● **AIM OF THE EXERCISE**: Where does the string "index" occur in the records? Copy each line that holds it.

[Records from a data collection]
---+---
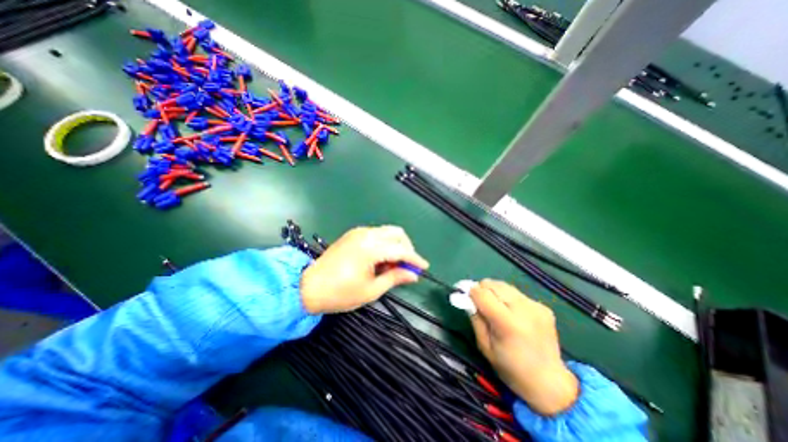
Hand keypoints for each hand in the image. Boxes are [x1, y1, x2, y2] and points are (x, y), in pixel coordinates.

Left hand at [300, 228, 427, 313]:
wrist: (308, 287)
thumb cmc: (340, 293)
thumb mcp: (371, 290)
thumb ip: (395, 278)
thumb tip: (413, 274)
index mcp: (370, 248)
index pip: (401, 250)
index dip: (415, 259)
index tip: (424, 267)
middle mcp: (366, 234)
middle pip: (396, 233)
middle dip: (406, 248)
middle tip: (407, 266)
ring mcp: (358, 232)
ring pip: (387, 232)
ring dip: (395, 246)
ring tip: (392, 266)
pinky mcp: (352, 235)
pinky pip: (376, 235)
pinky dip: (384, 244)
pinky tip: (380, 260)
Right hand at [466, 277, 576, 415]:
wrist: (549, 382)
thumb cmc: (511, 368)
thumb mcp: (485, 346)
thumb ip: (475, 318)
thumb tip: (467, 298)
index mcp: (508, 324)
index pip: (482, 294)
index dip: (470, 292)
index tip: (464, 296)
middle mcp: (524, 310)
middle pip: (493, 285)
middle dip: (482, 290)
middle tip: (479, 302)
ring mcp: (536, 306)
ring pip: (504, 286)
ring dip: (495, 292)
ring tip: (495, 307)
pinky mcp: (543, 306)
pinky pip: (516, 293)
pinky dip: (508, 298)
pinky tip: (511, 313)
---+---
● **SOLUTION TO THE PROBLEM**:
index mcp: (370, 248)
index pip: (401, 250)
index dip: (415, 259)
index tip: (424, 267)
index mcp: (508, 324)
index pip: (482, 294)
index dip: (470, 292)
index tip: (464, 296)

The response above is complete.